By Michael A. Miller
Many Jewish citizens are worried about the selection of Joseph Lieberman as Mr. Gore's runningmate, particularly older Jewish-Americans brought up not to call attention to their Jewishness and to Judaism in general. Some fear that Lieberman would be a handy scapegoat for a Gore loss in November.
Here on Long Island, some Jewish political leaders still doubt broad local support for Jewish candidates. In recent years, however, this perception has been disproved many times over. There are only small pockets of Nassau County voters who favor, all other things being equal, non-Jewish candidates over Jewish candidates simply because of religion or ethnicity.

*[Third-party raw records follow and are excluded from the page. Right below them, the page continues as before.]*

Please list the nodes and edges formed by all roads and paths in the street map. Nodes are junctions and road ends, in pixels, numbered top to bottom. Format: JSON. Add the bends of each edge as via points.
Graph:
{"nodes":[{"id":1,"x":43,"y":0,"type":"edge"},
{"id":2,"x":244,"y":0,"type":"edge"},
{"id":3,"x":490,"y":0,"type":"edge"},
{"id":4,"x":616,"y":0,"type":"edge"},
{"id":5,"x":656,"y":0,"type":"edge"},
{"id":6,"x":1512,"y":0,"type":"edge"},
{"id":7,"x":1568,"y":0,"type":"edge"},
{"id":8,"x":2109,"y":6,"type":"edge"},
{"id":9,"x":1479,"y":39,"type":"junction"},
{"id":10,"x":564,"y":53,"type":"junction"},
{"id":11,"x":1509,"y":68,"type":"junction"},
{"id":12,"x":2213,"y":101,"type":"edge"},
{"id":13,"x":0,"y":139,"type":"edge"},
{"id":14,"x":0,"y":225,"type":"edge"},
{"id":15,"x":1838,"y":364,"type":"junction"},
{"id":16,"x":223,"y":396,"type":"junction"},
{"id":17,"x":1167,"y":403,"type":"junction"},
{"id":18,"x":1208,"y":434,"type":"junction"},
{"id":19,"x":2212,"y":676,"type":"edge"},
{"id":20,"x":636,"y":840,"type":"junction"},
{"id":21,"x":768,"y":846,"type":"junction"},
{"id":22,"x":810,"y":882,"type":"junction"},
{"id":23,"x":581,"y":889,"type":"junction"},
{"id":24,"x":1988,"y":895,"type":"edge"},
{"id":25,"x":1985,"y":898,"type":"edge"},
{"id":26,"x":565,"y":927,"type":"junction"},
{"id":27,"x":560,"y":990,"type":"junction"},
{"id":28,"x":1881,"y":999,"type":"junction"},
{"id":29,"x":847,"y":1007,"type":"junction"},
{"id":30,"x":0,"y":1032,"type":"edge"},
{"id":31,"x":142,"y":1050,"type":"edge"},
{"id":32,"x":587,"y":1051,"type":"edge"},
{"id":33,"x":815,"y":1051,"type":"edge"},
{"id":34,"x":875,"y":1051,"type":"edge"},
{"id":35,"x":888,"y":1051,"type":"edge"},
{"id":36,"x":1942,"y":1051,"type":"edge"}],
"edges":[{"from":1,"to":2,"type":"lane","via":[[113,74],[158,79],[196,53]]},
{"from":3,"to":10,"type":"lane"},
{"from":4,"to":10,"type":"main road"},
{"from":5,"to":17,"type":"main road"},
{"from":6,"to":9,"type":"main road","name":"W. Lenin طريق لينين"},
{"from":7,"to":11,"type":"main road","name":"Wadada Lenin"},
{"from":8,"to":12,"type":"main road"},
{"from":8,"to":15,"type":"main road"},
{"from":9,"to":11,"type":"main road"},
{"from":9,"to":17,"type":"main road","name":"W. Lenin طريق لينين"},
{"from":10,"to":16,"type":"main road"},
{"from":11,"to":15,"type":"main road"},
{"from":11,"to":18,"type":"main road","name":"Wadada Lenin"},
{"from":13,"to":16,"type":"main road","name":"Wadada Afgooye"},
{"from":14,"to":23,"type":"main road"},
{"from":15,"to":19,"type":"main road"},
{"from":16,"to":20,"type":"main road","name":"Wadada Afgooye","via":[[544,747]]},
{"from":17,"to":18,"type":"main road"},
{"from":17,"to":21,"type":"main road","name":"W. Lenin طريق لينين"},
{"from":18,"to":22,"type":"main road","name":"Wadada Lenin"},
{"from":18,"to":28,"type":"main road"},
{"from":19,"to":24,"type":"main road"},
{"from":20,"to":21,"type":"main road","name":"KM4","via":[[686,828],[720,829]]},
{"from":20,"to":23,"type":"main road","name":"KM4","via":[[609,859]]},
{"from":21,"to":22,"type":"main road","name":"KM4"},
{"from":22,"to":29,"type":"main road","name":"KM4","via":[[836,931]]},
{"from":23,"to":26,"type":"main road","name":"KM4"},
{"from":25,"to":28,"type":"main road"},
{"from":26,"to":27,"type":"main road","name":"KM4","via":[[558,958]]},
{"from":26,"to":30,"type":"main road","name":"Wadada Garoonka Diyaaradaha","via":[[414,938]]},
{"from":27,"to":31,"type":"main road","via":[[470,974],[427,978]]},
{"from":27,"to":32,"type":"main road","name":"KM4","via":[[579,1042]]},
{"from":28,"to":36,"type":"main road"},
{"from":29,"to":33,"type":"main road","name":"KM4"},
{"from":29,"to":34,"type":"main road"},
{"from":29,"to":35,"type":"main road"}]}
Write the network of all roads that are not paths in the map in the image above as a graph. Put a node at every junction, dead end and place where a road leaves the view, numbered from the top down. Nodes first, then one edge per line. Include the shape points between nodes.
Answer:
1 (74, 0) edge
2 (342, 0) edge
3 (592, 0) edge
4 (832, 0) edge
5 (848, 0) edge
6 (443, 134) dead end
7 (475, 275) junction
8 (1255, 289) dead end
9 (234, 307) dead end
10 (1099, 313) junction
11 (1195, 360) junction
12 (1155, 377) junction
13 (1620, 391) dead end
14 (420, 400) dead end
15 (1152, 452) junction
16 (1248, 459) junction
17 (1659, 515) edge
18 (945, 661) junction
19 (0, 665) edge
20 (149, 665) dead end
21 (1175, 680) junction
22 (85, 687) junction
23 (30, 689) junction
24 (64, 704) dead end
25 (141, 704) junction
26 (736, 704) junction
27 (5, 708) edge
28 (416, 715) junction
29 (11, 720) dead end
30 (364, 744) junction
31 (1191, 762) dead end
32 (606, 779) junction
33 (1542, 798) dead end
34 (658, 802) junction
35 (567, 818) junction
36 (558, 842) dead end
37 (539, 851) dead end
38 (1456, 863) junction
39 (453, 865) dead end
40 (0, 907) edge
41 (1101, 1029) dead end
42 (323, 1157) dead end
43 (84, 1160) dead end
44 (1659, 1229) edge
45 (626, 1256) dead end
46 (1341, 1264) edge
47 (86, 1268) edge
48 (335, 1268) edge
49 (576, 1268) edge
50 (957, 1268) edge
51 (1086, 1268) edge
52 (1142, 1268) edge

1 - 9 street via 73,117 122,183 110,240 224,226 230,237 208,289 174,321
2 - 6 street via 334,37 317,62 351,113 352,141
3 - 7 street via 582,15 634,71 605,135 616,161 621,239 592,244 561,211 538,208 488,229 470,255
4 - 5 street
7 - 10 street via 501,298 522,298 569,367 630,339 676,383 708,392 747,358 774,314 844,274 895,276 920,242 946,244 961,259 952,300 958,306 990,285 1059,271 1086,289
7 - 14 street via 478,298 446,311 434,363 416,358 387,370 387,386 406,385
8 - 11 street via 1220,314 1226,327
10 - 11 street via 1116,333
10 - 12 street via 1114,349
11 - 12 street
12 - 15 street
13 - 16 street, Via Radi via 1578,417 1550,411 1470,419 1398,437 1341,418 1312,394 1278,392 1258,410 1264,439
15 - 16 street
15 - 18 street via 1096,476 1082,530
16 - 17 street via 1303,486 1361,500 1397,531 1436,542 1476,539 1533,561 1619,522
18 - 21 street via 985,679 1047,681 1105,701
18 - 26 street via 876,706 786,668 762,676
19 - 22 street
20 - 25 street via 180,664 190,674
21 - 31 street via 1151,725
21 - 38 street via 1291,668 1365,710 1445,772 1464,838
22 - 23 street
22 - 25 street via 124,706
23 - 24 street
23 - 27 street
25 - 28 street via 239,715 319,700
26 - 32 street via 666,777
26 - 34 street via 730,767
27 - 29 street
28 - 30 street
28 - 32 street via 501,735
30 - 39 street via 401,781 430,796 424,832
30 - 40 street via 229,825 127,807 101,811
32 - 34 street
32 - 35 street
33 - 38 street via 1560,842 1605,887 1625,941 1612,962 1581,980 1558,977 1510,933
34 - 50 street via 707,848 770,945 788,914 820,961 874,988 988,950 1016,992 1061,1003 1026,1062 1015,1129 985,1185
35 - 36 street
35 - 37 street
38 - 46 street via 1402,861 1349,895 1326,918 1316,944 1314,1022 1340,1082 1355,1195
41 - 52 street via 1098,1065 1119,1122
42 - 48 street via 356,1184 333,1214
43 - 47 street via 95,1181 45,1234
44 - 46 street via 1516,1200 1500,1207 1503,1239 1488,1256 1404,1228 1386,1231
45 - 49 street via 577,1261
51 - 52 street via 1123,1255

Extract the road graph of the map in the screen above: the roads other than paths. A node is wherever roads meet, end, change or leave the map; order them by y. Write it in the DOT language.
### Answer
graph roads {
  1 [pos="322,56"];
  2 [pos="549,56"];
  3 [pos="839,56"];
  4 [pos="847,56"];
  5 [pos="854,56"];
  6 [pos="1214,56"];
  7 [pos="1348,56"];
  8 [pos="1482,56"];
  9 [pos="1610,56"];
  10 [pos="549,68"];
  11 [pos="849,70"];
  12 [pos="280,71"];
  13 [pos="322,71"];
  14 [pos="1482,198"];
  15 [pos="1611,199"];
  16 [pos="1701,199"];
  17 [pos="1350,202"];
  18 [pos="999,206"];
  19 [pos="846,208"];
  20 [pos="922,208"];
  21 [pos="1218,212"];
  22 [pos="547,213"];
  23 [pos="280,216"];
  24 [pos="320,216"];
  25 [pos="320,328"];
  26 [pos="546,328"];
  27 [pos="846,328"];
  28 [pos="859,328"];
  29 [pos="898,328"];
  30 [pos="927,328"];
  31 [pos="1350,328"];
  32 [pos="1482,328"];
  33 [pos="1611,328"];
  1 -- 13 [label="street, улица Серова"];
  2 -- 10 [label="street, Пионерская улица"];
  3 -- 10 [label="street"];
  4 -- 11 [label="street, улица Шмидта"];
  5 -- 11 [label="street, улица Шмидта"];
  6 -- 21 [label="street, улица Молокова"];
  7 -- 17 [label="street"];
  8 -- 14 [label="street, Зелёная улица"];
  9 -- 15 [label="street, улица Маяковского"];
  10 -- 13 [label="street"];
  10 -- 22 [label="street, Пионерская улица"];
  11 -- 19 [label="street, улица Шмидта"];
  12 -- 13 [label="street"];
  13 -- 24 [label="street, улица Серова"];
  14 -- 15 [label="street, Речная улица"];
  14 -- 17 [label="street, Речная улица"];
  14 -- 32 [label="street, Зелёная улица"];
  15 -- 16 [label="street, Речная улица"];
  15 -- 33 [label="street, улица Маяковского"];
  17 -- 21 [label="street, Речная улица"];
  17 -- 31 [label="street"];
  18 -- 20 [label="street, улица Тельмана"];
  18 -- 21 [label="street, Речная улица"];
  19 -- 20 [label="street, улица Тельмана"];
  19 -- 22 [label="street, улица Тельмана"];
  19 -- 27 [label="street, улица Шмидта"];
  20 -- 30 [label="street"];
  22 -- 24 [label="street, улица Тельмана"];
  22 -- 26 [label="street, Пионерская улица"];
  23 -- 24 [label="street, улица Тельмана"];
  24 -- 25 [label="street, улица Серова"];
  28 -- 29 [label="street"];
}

Ironically, the most religious-conscious voters in Nassau are Jews themselves, and Jewish candidates typically run much stronger in heavily-Jewish neighborhoods than would be allowed by chance.
The Lieberman choice is worrisome on other levels to some Jews, often reluctant to speak up for fear of rebuke.
More than a thousand years in ghettos sensitized the last century of Jewish leaders to the plights of the poor and the undeservedly downtrodden. Jews were at the forefront of the anti-establishment movements to end Apartheid in the south, to establish trade unions in the face of corporate thuggery, to create a society where racial, ethnic and lifestyle differences are accepted by the majority with more and more ease.
Joseph Lieberman, meanwhile, is at the forefront of the movements to increase defense spending, including for boondoggles like Star Wars, to crack down on free speech because it offends his personal sense of decency, to solidify corporate hold on health care that has excluded scores of millions of Americans from our health care system. And Joseph Lieberman is being held up as the model, the example, for Jewish participation in national affairs.
There has long been an alliance in national politics between the activist Christian Right and the small Jewish Right, originally based on mutual support for aid to Israel. In 1988, for example, many conservative Jewish organizations backed Bush over Dukakis, even though Dukakis' wife was Jewish. Many in the organized, dispensationalist Christian Right see a strong Israel as a vital component in the fulfillment of End Day's prophecy.
Wall Street has momentarily retaken operational control of the Republican Party, and the Lieberman gambit may be seen as a way of exploiting any breach, courting ethically-sensitive, Clinton-hating voters.
Mostly, though, this was a move to stop the shocking bleeding away of Gore's support base due to Clinton fatigue, apathy and Ralph Nader. Many progressive and independent thinkers will feel the need to vote for a ticket with a minority candidate, but the bleeding may start again. Progress, populism and new ideas get people excited. They get Democrats excited. They want to rebuild schools, fight AIDS, raise our poor infant mortality rates.
When conservative, corporate Democrats hijacked the Democratic Party, they did what Nixon and Reagan could never do at the height of their popularity: They gave control of Congress and most governorships to the Republicans. Not because populism and progressivism died, but because many Democrats became deflated and apathetic.
Already we keep hearing Gore managers referring to the comeback win of Harry Truman in 1948. Well, Truman came back by transforming himself from a reactionary to a progressive in less than one year.
Democrats should learn from Harry, or the donkey may start bleeding again.